3. The method for segmenting independent bubbles in a gas-liquid two-phase flow according to claim 2, wherein: The upsampling layer performs upsampling calculation on the image output by the previous convolutional layer.
4. The method for segmenting independent bubbles in a gas-liquid two-phase flow according to claim 3, wherein: The upsampling calculation includes the following steps: Step S21, upsampling. Based on the bilinear interpolation method, four coordinate points in the image output by the previous convolutional layer of the upsampling layer are used to confirm one coordinate point in the new image for image magnification; Step S22: Perform feature splicing and conduct operations using two 3×3 convolutional layers and the ReLU activation function; Step S23: Repeat Steps S21 and S22 four times; Step S24: Finally, connect a 1×1 convolutional layer for dimensionality reduction, that is, reduce the number of channels to a specific number, and output the segmentation map.

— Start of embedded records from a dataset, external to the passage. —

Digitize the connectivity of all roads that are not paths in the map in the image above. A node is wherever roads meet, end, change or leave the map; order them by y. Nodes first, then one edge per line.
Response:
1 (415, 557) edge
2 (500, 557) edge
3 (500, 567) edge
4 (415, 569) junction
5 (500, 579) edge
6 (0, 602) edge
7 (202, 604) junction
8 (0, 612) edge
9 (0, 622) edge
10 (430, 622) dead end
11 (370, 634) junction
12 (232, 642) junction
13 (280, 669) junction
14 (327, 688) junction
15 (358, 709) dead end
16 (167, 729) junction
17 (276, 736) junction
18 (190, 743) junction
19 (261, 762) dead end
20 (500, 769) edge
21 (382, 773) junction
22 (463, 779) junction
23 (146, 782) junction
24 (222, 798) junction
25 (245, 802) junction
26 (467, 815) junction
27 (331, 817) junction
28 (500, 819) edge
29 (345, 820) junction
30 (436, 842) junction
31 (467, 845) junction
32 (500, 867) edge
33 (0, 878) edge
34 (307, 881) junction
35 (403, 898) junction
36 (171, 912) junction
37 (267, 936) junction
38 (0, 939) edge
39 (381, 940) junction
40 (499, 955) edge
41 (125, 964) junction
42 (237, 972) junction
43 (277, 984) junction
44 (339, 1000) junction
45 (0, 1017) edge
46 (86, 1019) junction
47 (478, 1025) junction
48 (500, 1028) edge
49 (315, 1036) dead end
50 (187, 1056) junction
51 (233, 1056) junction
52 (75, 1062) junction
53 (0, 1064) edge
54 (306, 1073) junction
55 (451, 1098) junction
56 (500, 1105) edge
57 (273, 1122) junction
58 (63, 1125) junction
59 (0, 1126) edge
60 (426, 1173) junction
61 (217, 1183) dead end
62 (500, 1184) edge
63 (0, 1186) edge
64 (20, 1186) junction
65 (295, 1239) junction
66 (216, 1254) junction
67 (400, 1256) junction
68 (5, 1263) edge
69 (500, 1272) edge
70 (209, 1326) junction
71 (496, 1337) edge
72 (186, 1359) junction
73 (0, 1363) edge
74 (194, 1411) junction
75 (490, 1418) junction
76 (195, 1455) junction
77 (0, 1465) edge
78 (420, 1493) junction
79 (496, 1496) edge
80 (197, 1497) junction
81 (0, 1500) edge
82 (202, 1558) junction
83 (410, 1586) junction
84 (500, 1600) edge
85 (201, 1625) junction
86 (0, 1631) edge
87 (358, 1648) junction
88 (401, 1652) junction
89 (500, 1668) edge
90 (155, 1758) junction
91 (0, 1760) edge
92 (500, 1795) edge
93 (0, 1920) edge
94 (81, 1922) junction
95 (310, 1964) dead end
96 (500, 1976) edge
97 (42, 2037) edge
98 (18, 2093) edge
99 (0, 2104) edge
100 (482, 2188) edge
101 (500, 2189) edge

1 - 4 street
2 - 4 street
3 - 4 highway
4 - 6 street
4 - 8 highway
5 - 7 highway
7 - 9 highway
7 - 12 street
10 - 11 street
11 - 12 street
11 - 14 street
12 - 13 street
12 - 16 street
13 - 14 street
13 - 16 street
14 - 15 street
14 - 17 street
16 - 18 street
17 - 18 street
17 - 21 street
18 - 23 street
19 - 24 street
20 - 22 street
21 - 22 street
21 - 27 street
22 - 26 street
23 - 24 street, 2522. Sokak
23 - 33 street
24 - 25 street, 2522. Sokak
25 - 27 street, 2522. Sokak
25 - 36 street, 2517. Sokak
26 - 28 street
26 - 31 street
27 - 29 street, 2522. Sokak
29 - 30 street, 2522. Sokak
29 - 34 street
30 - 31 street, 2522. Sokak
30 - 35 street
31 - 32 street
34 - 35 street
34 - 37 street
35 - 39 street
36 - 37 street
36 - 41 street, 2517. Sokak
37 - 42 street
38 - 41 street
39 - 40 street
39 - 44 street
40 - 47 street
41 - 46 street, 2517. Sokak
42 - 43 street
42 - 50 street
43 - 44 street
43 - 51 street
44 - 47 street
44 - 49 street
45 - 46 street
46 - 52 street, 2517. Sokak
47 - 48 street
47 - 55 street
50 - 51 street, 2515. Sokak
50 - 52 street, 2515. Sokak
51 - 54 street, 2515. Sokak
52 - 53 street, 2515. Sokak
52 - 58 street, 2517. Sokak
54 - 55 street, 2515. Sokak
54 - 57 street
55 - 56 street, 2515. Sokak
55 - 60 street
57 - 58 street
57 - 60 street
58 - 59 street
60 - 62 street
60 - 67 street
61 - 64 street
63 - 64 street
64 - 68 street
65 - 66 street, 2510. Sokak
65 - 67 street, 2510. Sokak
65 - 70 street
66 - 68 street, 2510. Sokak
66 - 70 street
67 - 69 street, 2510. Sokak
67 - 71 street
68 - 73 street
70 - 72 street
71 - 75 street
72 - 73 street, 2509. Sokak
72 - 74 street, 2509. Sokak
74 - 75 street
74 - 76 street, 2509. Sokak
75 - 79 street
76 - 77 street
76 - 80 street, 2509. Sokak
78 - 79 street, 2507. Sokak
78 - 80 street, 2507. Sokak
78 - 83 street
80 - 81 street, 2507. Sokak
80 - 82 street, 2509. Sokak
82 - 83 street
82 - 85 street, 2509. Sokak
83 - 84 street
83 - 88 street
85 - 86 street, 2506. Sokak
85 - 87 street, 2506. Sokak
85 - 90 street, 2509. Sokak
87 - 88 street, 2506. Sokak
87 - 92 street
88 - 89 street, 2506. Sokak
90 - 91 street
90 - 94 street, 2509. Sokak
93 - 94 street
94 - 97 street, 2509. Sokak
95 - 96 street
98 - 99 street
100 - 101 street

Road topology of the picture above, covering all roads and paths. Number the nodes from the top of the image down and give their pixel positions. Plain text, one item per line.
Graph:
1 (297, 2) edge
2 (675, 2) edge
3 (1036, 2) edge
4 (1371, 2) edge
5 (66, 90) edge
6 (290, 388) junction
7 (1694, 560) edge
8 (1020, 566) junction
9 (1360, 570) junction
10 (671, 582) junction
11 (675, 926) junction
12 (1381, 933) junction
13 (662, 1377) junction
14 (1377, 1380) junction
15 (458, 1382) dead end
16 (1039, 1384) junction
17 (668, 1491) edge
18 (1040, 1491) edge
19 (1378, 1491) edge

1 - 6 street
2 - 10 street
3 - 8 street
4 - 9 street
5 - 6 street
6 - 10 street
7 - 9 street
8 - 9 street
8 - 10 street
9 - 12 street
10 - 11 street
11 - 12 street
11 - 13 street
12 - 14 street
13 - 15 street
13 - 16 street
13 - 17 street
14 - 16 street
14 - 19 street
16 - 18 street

5. A method for segmenting independent bubble images of gas-liquid two-phase flow according to claim 4, characterized in that: The pooling layer adopts the max pooling method, and the sampling window is 2×2; the upsampling layer adopts the bilinear interpolation method.
6. An electronic device, characterized in that, It includes: A processor; A memory for storing instructions executable by the processor; Wherein, the processor is configured to call the instructions stored in the memory to execute the method according to any one of claims 1 to 5.
7. A computer-readable storage medium having computer program instructions stored thereon, characterized in that, When the computer program instructions are executed by the processor, the method according to any one of claims 1 to 5 is implemented.